◆ Your task: Return all the lines below exactly as written. Drop every picture.

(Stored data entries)
"""

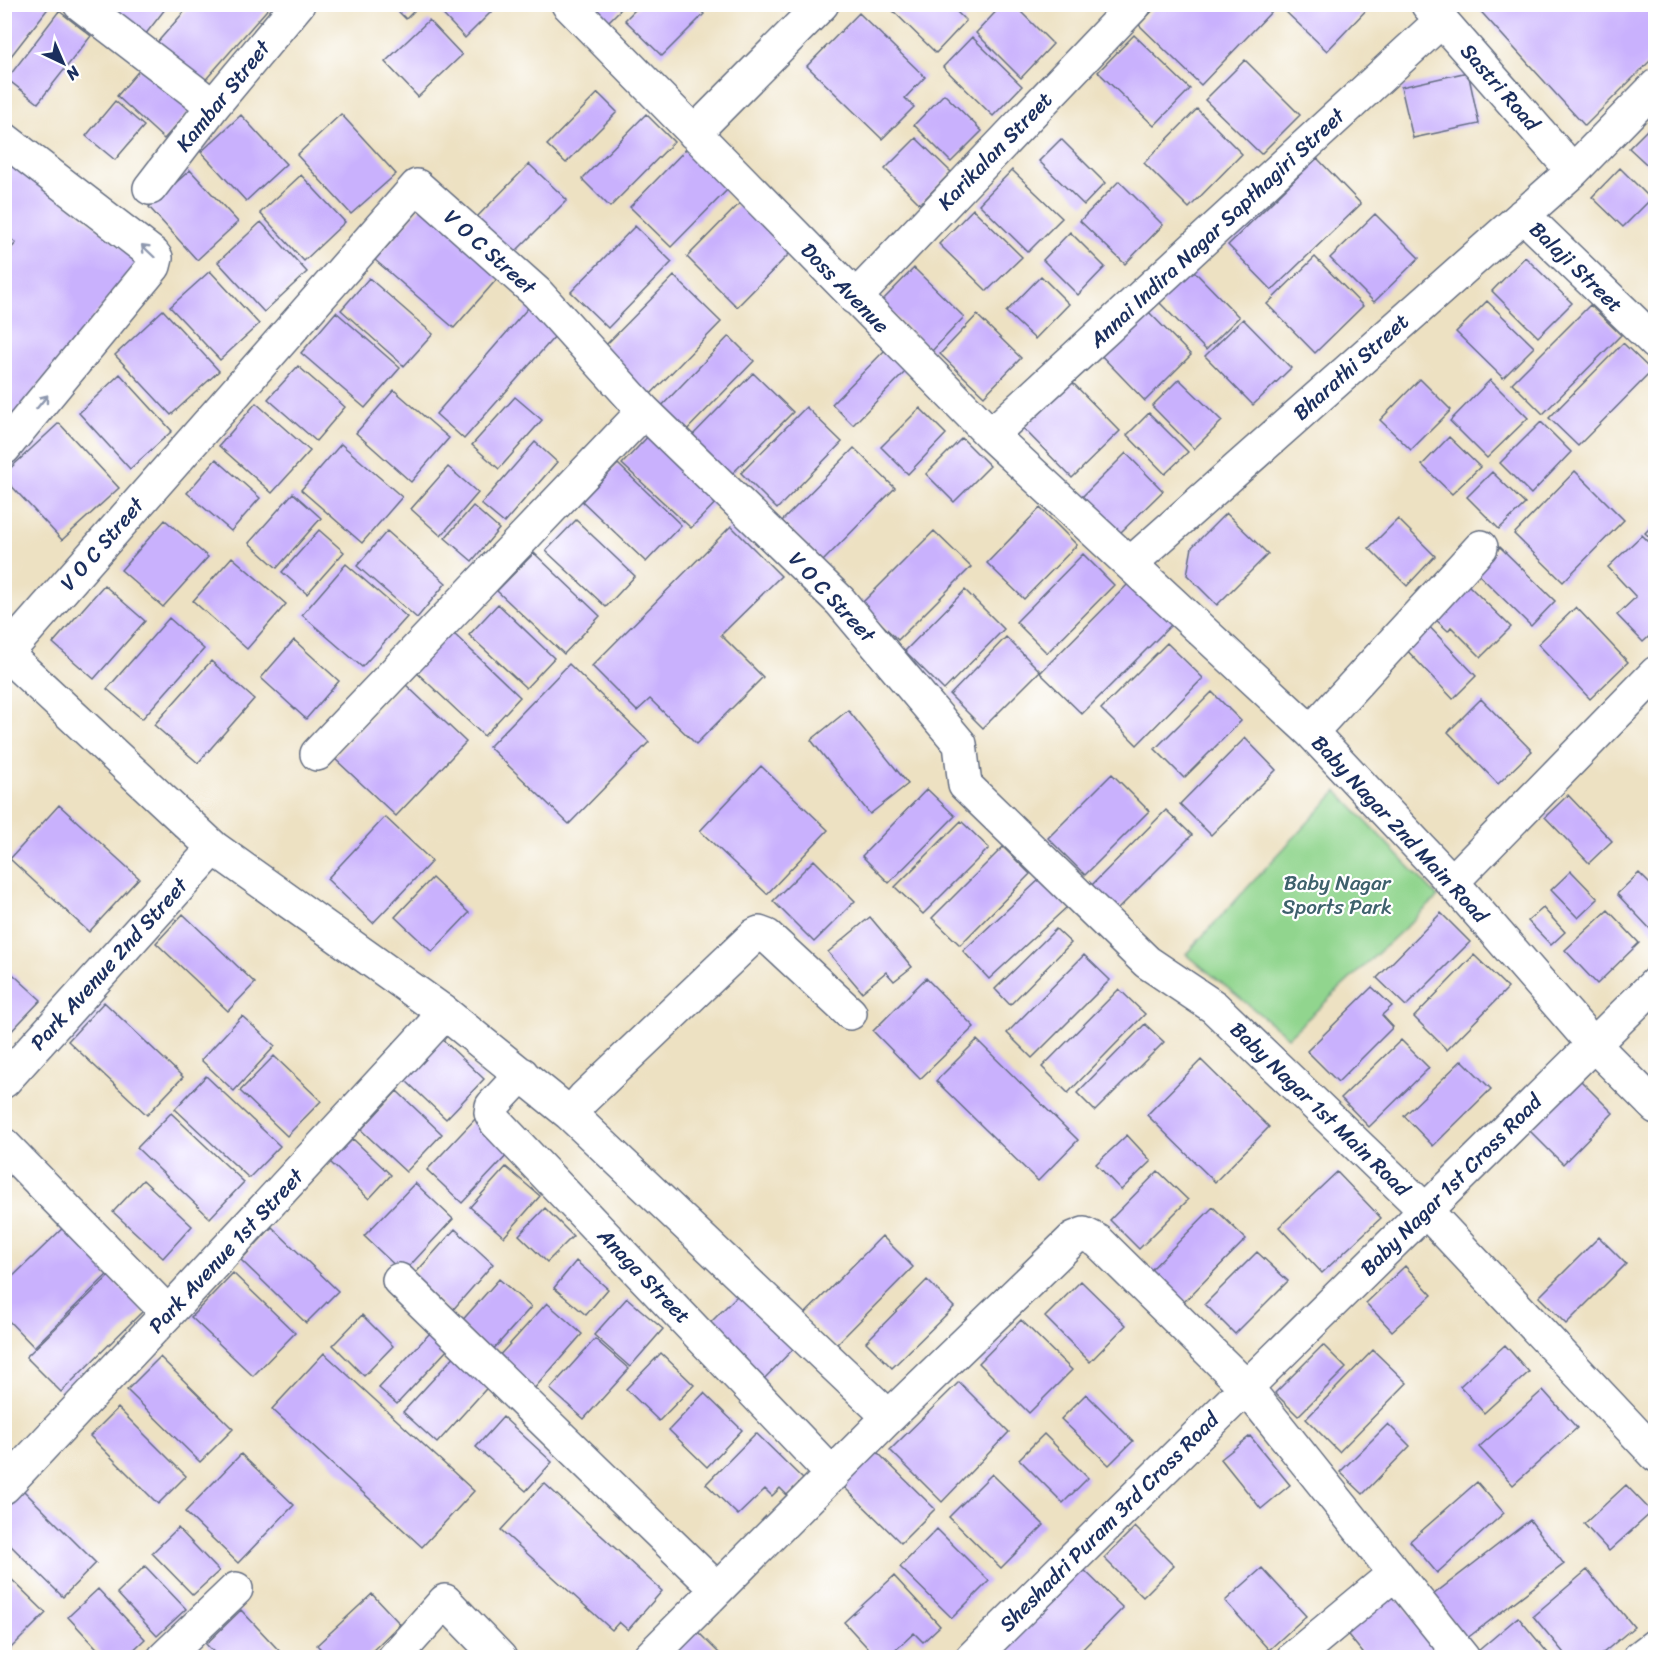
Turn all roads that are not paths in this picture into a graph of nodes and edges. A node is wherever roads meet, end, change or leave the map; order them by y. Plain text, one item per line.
1 (80, 4) edge
2 (298, 4) edge
3 (568, 4) edge
4 (822, 4) edge
5 (1135, 4) edge
6 (1435, 12) edge
7 (1656, 86) edge
8 (213, 106) junction
9 (694, 133) junction
10 (4, 139) edge
11 (1573, 171) junction
12 (150, 188) dead end
13 (1523, 215) junction
14 (855, 298) junction
15 (1656, 343) edge
16 (644, 411) junction
17 (992, 435) junction
18 (4, 448) edge
19 (1481, 547) dead end
20 (1130, 564) junction
21 (5, 654) edge
22 (1656, 673) edge
23 (1311, 732) junction
24 (317, 754) dead end
25 (965, 784) joint
26 (214, 848) junction
27 (1452, 882) junction
28 (1656, 983) edge
29 (445, 1013) junction
30 (850, 1013) dead end
31 (1593, 1044) junction
32 (522, 1074) junction
33 (4, 1081) edge
34 (1656, 1107) edge
35 (570, 1114) junction
36 (4, 1145) edge
37 (1425, 1210) junction
38 (399, 1280) dead end
39 (168, 1313) junction
40 (1246, 1387) junction
41 (889, 1417) junction
42 (1656, 1455) edge
43 (833, 1474) junction
44 (4, 1487) edge
45 (1394, 1574) junction
46 (237, 1589) dead end
47 (717, 1589) junction
48 (1656, 1645) edge
49 (165, 1658) edge
50 (394, 1658) edge
51 (500, 1658) edge
52 (649, 1658) edge
53 (972, 1658) edge
54 (1293, 1658) edge
55 (1463, 1658) edge
56 (1639, 1658) edge

1 - 8 street
2 - 8 street, Kambar Street
3 - 9 street, Doss Avenue
4 - 9 street
5 - 14 street, Karikalan Street
6 - 11 street, Sastri Road
6 - 17 street, Annai Indira Nagar Sapthagiri Street
7 - 11 street, Bharathi Street
8 - 12 street, Kambar Street
9 - 14 street, Doss Avenue
18 -> 10 street
11 - 13 street, Bharathi Street
13 - 15 street, Balaji Street
13 - 20 street, Bharathi Street
14 - 17 street, Doss Avenue
16 - 21 street, V O C Street
16 - 24 street
16 - 25 street, V O C Street
17 - 20 street, Doss Avenue
19 - 23 street
20 - 23 street, Baby Nagar 2nd Main Road
21 - 26 street
22 - 27 street
23 - 27 street, Baby Nagar 2nd Main Road
25 - 37 street, Baby Nagar 1st Main Road
26 - 29 street
26 - 33 street, Park Avenue 2nd Street
27 - 31 street, Baby Nagar 2nd Main Road
28 - 31 street, Baby Nagar 1st Cross Road
29 - 32 street
29 - 39 street, Park Avenue 1st Street
30 - 35 street
31 - 34 street, Baby Nagar 2nd Main Road
31 - 37 street, Baby Nagar 1st Cross Road
32 - 35 street
32 - 43 street, Anaga Street
35 - 41 street
36 - 39 street
37 - 40 street, Baby Nagar 1st Cross Road
37 - 42 street, Baby Nagar 1st Main Road
38 - 47 street
39 - 44 street, Park Avenue 1st Street
40 - 41 street
40 - 45 street
40 - 53 street, Sheshadri Puram 3rd Cross Road
41 - 43 street
43 - 47 street
45 - 54 street
45 - 55 street
46 - 49 street
47 - 52 street
48 - 56 street
50 - 51 street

"""

◆ Solution to this problem:
Turn all roads that are not paths in this picture into a graph of nodes and edges. A node is wherever roads meet, end, change or leave the map; order them by y. Plain text, one item per line.
1 (80, 4) edge
2 (298, 4) edge
3 (568, 4) edge
4 (822, 4) edge
5 (1135, 4) edge
6 (1435, 12) edge
7 (1656, 86) edge
8 (213, 106) junction
9 (694, 133) junction
10 (4, 139) edge
11 (1573, 171) junction
12 (150, 188) dead end
13 (1523, 215) junction
14 (855, 298) junction
15 (1656, 343) edge
16 (644, 411) junction
17 (992, 435) junction
18 (4, 448) edge
19 (1481, 547) dead end
20 (1130, 564) junction
21 (5, 654) edge
22 (1656, 673) edge
23 (1311, 732) junction
24 (317, 754) dead end
25 (965, 784) joint
26 (214, 848) junction
27 (1452, 882) junction
28 (1656, 983) edge
29 (445, 1013) junction
30 (850, 1013) dead end
31 (1593, 1044) junction
32 (522, 1074) junction
33 (4, 1081) edge
34 (1656, 1107) edge
35 (570, 1114) junction
36 (4, 1145) edge
37 (1425, 1210) junction
38 (399, 1280) dead end
39 (168, 1313) junction
40 (1246, 1387) junction
41 (889, 1417) junction
42 (1656, 1455) edge
43 (833, 1474) junction
44 (4, 1487) edge
45 (1394, 1574) junction
46 (237, 1589) dead end
47 (717, 1589) junction
48 (1656, 1645) edge
49 (165, 1658) edge
50 (394, 1658) edge
51 (500, 1658) edge
52 (649, 1658) edge
53 (972, 1658) edge
54 (1293, 1658) edge
55 (1463, 1658) edge
56 (1639, 1658) edge

1 - 8 street
2 - 8 street, Kambar Street
3 - 9 street, Doss Avenue
4 - 9 street
5 - 14 street, Karikalan Street
6 - 11 street, Sastri Road
6 - 17 street, Annai Indira Nagar Sapthagiri Street
7 - 11 street, Bharathi Street
8 - 12 street, Kambar Street
9 - 14 street, Doss Avenue
18 -> 10 street
11 - 13 street, Bharathi Street
13 - 15 street, Balaji Street
13 - 20 street, Bharathi Street
14 - 17 street, Doss Avenue
16 - 21 street, V O C Street
16 - 24 street
16 - 25 street, V O C Street
17 - 20 street, Doss Avenue
19 - 23 street
20 - 23 street, Baby Nagar 2nd Main Road
21 - 26 street
22 - 27 street
23 - 27 street, Baby Nagar 2nd Main Road
25 - 37 street, Baby Nagar 1st Main Road
26 - 29 street
26 - 33 street, Park Avenue 2nd Street
27 - 31 street, Baby Nagar 2nd Main Road
28 - 31 street, Baby Nagar 1st Cross Road
29 - 32 street
29 - 39 street, Park Avenue 1st Street
30 - 35 street
31 - 34 street, Baby Nagar 2nd Main Road
31 - 37 street, Baby Nagar 1st Cross Road
32 - 35 street
32 - 43 street, Anaga Street
35 - 41 street
36 - 39 street
37 - 40 street, Baby Nagar 1st Cross Road
37 - 42 street, Baby Nagar 1st Main Road
38 - 47 street
39 - 44 street, Park Avenue 1st Street
40 - 41 street
40 - 45 street
40 - 53 street, Sheshadri Puram 3rd Cross Road
41 - 43 street
43 - 47 street
45 - 54 street
45 - 55 street
46 - 49 street
47 - 52 street
48 - 56 street
50 - 51 street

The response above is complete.